Medical complications following a hip fracture present a significant problem. Early recognition and intervention of medical complications are imperative to reduce associated mortality. Below is a list of common medical complications following hip fracture along with their estimated prevalence[51]:
- Delirium: 13.5% to 33%
- Pulmonary embolism: 1.4% to 7.5%
- Deep venous thrombosis: 27%
- Pneumonia: 7%
- Myocardial infarction or heart failure: 35% to 42%
- Urinary retention or infection: 12% to 61%
- Acute kidney injury: 11%
- Anemia: 24% to 44%
- Skin pressure damage: 7% to 9%
Postoperative and Rehabilitation Care
Pharmacological venous thromboembolism prophylaxis is recommended during the postoperative period providing there are no contraindications. Postoperative blood transfusion is only recommended if the hemoglobin is below 8 g/dL or the patient is symptomatic with their anemia.[52]
The postoperative rehabilitation is as important as the initial surgery. The aim of the surgery is to restore mobility, and therefore early mobilization should be commenced. Patients who have undergone arthroplasty or fixation of an extracapsular fracture can usually mobilize immediately after surgery without weight restrictions. Following fixation of an intracapsular fracture protected weight bearing is often recommended to reduce the risk of subsequent fracture displacement.
Regular intensive physiotherapy is required to encourage the rapid progression of mobility to restore the patient’s original mobility status. Medical management must also be optimized to reduce the risk of associated complications. Unfortunately, many patients do not regain their previous level of mobility or independence and therefore require social care input.
Deterrence and Patient Education
Deterrence of hip fractures has two main strands. Firstly preventing falls in the elderly population will, in turn, reduce the rate of fractures. This is by no means an easy undertaking as falls are often multifactorial, and some of the precipitating factors cannot be modified.
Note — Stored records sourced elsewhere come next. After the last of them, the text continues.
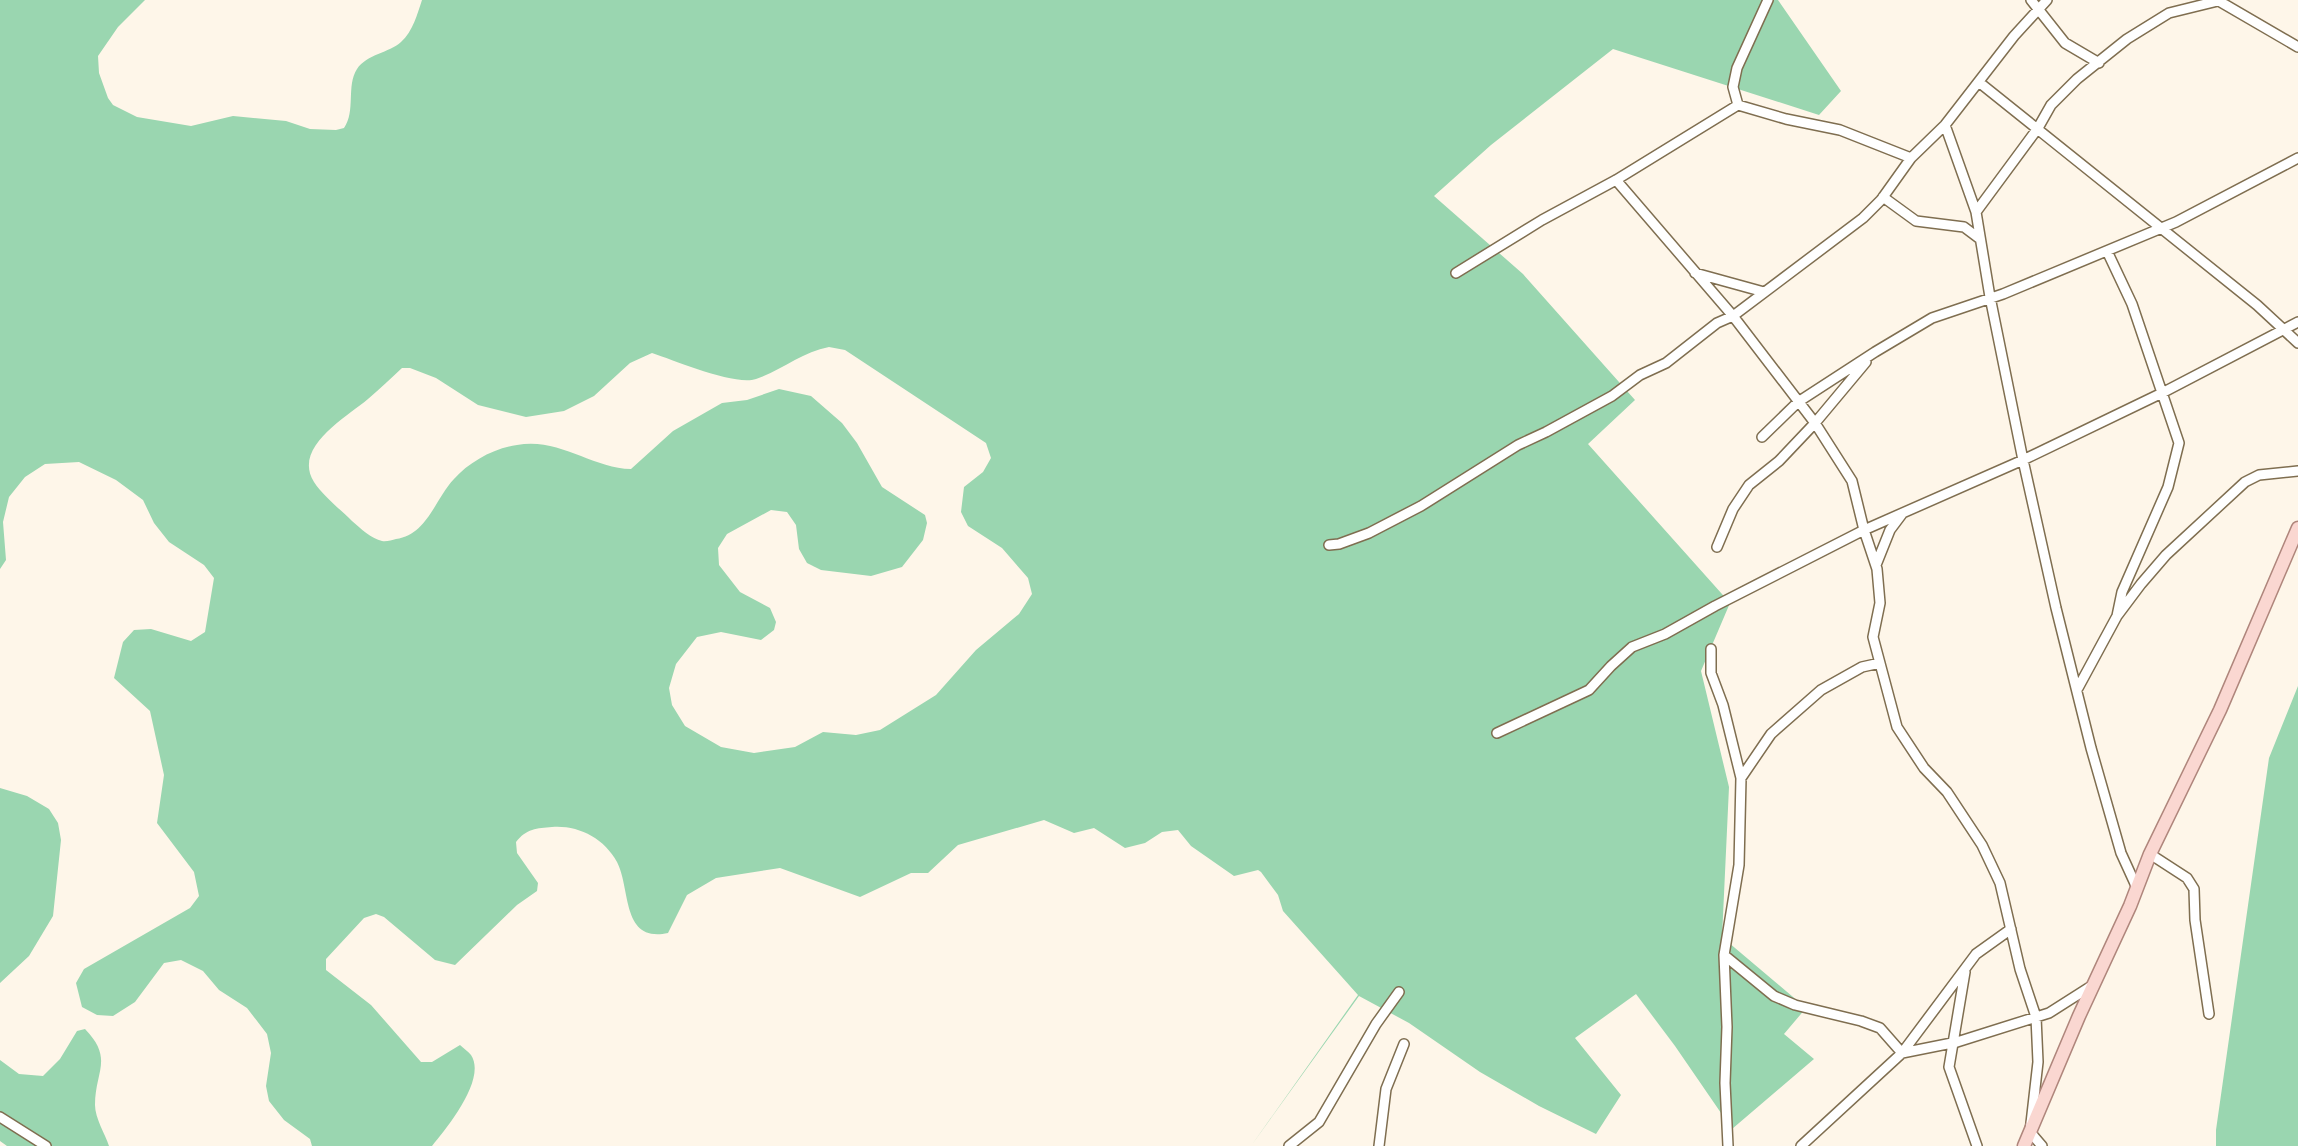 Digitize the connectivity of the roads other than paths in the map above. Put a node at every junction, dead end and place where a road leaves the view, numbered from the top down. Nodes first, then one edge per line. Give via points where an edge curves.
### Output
1 (1768, 0) edge
2 (2031, 0) edge
3 (2047, 0) edge
4 (2221, 1) edge
5 (2039, 9) junction
6 (2298, 46) edge
7 (2099, 63) junction
8 (1980, 82) junction
9 (1738, 105) junction
10 (1945, 125) junction
11 (2038, 128) junction
12 (1911, 158) junction
13 (2298, 158) edge
14 (1616, 180) junction
15 (1883, 196) junction
16 (1976, 212) junction
17 (2160, 228) junction
18 (1980, 239) junction
19 (2107, 251) junction
20 (1456, 273) dead end
21 (1695, 273) junction
22 (1764, 292) junction
23 (1990, 297) junction
24 (1733, 316) junction
25 (2298, 322) edge
26 (2283, 329) junction
27 (2298, 343) edge
28 (1875, 352) junction
29 (2162, 393) junction
30 (1798, 402) junction
31 (1815, 423) junction
32 (1762, 437) dead end
33 (2023, 460) junction
34 (2298, 471) edge
35 (1903, 513) junction
36 (2298, 528) edge
37 (1864, 531) junction
38 (1329, 544) dead end
39 (1717, 547) dead end
40 (1876, 565) junction
41 (2117, 616) junction
42 (1711, 649) dead end
43 (1880, 663) junction
44 (2078, 688) junction
45 (1497, 733) dead end
46 (1741, 778) junction
47 (2150, 854) junction
48 (2137, 888) junction
49 (2011, 929) junction
50 (1724, 956) junction
51 (1966, 969) junction
52 (2095, 984) junction
53 (1399, 992) dead end
54 (2210, 1014) dead end
55 (2036, 1017) junction
56 (1952, 1043) junction
57 (1404, 1044) dead end
58 (1902, 1053) junction
59 (0, 1117) edge
60 (2030, 1132) junction
61 (46, 1146) edge
62 (1288, 1146) edge
63 (1379, 1146) edge
64 (1728, 1146) edge
65 (1801, 1146) edge
66 (1977, 1146) edge
67 (2024, 1146) edge
68 (2042, 1146) edge

1 - 9 street via 1737,68 1733,87
2 - 5 street
3 - 5 street
4 - 6 street
4 - 7 street via 2169,13 2127,39
5 - 7 street via 2066,43
5 - 8 street
7 - 11 street via 2051,105
8 - 10 street
8 - 11 street
9 - 12 street via 1840,130
9 - 14 street
10 - 12 street
10 - 16 street
11 - 16 street
11 - 17 street
12 - 15 street
13 - 17 street
14 - 20 street
14 - 21 street
15 - 18 street via 1916,221 1964,227
15 - 22 street via 1863,218
16 - 18 street
17 - 19 street
17 - 26 street
18 - 23 street
19 - 23 street
19 - 29 street via 2132,304
21 - 22 street
21 - 24 street
22 - 24 street
23 - 28 street via 1932,318
23 - 33 street
24 - 30 street
24 - 38 street via 1716,323 1666,363 1640,375 1612,396 1518,445 1421,506 1369,533
25 - 26 street
26 - 27 street
26 - 29 street
28 - 30 street
28 - 31 street
29 - 33 street
29 - 41 street via 2179,451 2168,487 2121,592
30 - 31 street
30 - 32 street
31 - 37 street via 1852,481
31 - 39 street via 1779,461 1749,485 1733,509
33 - 35 street
33 - 44 street
34 - 41 street via 2259,475 2245,482 2166,555
35 - 37 street
35 - 40 street via 1890,530
36 - 47 main road via 2220,710
37 - 40 street
37 - 45 street via 1665,634 1632,647 1589,690
40 - 43 street via 1881,603 1873,637
41 - 44 street
42 - 46 street via 1711,673
43 - 46 street via 1862,667 1821,690 1771,735
43 - 49 street via 1897,727 1982,845 2000,884
44 - 48 street via 2121,853
46 - 50 street via 1739,866
47 - 48 main road
47 - 54 street via 2187,878 2194,889
48 - 52 main road
49 - 51 street via 1976,954
49 - 55 street
50 - 58 street via 1774,996 1880,1028
50 - 64 street
51 - 56 street
51 - 58 street
52 - 55 street
52 - 60 main road
53 - 62 street via 1319,1122
55 - 56 street
55 - 60 street via 2038,1062
56 - 58 street
56 - 66 street via 1949,1067
57 - 63 street via 1386,1089
58 - 65 street
59 - 61 street
60 - 67 main road
60 - 68 street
Clinicians, and indeed the wider interprofessional team, should be aware of the risk factors for falls, and every attempt should be made to identify and manage these risks.
The second approach to reducing hip fractures is the diagnosis and management of osteoporosis. A fracture risk assessment tool is used to assess the risk of osteoporotic fracture over 10 years.[53] Both a personal fracture and a parental hip fracture increase a patient's score.[53] All patients over the age of 50, presenting with any fracture, should be assessed for osteoporosis and managed appropriately to reduce the risk of subsequent fracture.
Enhancing Healthcare Team Outcomes
As previously discussed, an interprofessional approach should be taken to manage this complex patient group. Physiotherapists play a crucial role in the post-operative care of patients with hip fractures. Dietician input is required to optimize nutrition to meet metabolic demands as well as to promote wound healing. Patients often require a lot of nursing care, both pre and postoperatively, and therefore nursing staff should be adequately trained and supported to manage this high demand patient group.
Input from elderly medicine physicians is crucial both pre and postoperatively to optimize patients for surgery, manage acute medical pathologies, assess falls risks, investigate for osteoporosis, and aid with patient’s on-going medical needs while rehabilitating. The orthopedic surgeon really only plays a small roll in the management of patients with an acute hip fracture.